▶ _The input_
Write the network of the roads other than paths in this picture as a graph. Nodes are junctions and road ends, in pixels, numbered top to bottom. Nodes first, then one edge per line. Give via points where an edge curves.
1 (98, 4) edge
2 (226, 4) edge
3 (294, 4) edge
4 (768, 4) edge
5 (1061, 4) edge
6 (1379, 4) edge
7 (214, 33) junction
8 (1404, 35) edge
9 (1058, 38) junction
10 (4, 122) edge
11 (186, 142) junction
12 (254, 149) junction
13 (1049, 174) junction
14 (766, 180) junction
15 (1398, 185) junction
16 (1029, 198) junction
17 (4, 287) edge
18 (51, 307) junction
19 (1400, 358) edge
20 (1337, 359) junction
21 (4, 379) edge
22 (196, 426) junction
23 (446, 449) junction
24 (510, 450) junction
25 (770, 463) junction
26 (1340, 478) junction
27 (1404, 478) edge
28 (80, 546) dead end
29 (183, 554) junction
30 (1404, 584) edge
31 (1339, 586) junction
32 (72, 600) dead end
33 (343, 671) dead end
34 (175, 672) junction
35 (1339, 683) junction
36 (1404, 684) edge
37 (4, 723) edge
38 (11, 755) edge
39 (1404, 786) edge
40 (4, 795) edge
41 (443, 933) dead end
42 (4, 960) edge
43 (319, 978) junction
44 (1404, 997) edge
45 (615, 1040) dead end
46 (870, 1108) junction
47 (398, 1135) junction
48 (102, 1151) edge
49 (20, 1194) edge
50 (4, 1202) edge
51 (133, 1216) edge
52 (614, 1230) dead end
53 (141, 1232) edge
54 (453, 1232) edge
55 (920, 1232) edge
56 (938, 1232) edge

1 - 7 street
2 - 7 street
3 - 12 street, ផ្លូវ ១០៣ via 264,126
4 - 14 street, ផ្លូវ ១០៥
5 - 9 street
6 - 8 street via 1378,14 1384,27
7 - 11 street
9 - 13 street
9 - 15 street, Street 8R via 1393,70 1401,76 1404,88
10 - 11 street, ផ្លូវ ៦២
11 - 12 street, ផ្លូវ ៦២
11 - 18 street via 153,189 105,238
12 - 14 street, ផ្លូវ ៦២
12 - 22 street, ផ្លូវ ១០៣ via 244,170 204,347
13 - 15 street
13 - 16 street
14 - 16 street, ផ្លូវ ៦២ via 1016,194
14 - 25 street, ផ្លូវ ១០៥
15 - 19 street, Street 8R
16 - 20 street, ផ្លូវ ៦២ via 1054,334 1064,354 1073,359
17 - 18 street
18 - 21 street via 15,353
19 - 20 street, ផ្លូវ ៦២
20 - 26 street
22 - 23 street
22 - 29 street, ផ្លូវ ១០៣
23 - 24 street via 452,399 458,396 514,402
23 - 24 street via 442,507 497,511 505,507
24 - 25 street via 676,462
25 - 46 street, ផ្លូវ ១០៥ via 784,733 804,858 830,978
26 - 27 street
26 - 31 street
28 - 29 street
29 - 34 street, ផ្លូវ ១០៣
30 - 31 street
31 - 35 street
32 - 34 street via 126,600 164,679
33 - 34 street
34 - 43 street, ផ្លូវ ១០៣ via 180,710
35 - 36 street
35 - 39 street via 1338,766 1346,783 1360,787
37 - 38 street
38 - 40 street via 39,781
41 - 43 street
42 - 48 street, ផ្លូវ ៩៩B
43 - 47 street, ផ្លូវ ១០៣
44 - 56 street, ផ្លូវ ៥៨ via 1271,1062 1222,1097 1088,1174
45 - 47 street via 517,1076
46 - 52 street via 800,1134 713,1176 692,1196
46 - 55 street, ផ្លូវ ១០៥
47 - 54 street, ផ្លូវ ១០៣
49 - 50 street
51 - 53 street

▶ _What you are asked to do_
For each record in the listing, output it again exactly.

▶ _Expected answer_
Write the network of the roads other than paths in this picture as a graph. Nodes are junctions and road ends, in pixels, numbered top to bottom. Nodes first, then one edge per line. Give via points where an edge curves.
1 (98, 4) edge
2 (226, 4) edge
3 (294, 4) edge
4 (768, 4) edge
5 (1061, 4) edge
6 (1379, 4) edge
7 (214, 33) junction
8 (1404, 35) edge
9 (1058, 38) junction
10 (4, 122) edge
11 (186, 142) junction
12 (254, 149) junction
13 (1049, 174) junction
14 (766, 180) junction
15 (1398, 185) junction
16 (1029, 198) junction
17 (4, 287) edge
18 (51, 307) junction
19 (1400, 358) edge
20 (1337, 359) junction
21 (4, 379) edge
22 (196, 426) junction
23 (446, 449) junction
24 (510, 450) junction
25 (770, 463) junction
26 (1340, 478) junction
27 (1404, 478) edge
28 (80, 546) dead end
29 (183, 554) junction
30 (1404, 584) edge
31 (1339, 586) junction
32 (72, 600) dead end
33 (343, 671) dead end
34 (175, 672) junction
35 (1339, 683) junction
36 (1404, 684) edge
37 (4, 723) edge
38 (11, 755) edge
39 (1404, 786) edge
40 (4, 795) edge
41 (443, 933) dead end
42 (4, 960) edge
43 (319, 978) junction
44 (1404, 997) edge
45 (615, 1040) dead end
46 (870, 1108) junction
47 (398, 1135) junction
48 (102, 1151) edge
49 (20, 1194) edge
50 (4, 1202) edge
51 (133, 1216) edge
52 (614, 1230) dead end
53 (141, 1232) edge
54 (453, 1232) edge
55 (920, 1232) edge
56 (938, 1232) edge

1 - 7 street
2 - 7 street
3 - 12 street, ផ្លូវ ១០៣ via 264,126
4 - 14 street, ផ្លូវ ១០៥
5 - 9 street
6 - 8 street via 1378,14 1384,27
7 - 11 street
9 - 13 street
9 - 15 street, Street 8R via 1393,70 1401,76 1404,88
10 - 11 street, ផ្លូវ ៦២
11 - 12 street, ផ្លូវ ៦២
11 - 18 street via 153,189 105,238
12 - 14 street, ផ្លូវ ៦២
12 - 22 street, ផ្លូវ ១០៣ via 244,170 204,347
13 - 15 street
13 - 16 street
14 - 16 street, ផ្លូវ ៦២ via 1016,194
14 - 25 street, ផ្លូវ ១០៥
15 - 19 street, Street 8R
16 - 20 street, ផ្លូវ ៦២ via 1054,334 1064,354 1073,359
17 - 18 street
18 - 21 street via 15,353
19 - 20 street, ផ្លូវ ៦២
20 - 26 street
22 - 23 street
22 - 29 street, ផ្លូវ ១០៣
23 - 24 street via 452,399 458,396 514,402
23 - 24 street via 442,507 497,511 505,507
24 - 25 street via 676,462
25 - 46 street, ផ្លូវ ១០៥ via 784,733 804,858 830,978
26 - 27 street
26 - 31 street
28 - 29 street
29 - 34 street, ផ្លូវ ១០៣
30 - 31 street
31 - 35 street
32 - 34 street via 126,600 164,679
33 - 34 street
34 - 43 street, ផ្លូវ ១០៣ via 180,710
35 - 36 street
35 - 39 street via 1338,766 1346,783 1360,787
37 - 38 street
38 - 40 street via 39,781
41 - 43 street
42 - 48 street, ផ្លូវ ៩៩B
43 - 47 street, ផ្លូវ ១០៣
44 - 56 street, ផ្លូវ ៥៨ via 1271,1062 1222,1097 1088,1174
45 - 47 street via 517,1076
46 - 52 street via 800,1134 713,1176 692,1196
46 - 55 street, ផ្លូវ ១០៥
47 - 54 street, ផ្លូវ ១០៣
49 - 50 street
51 - 53 street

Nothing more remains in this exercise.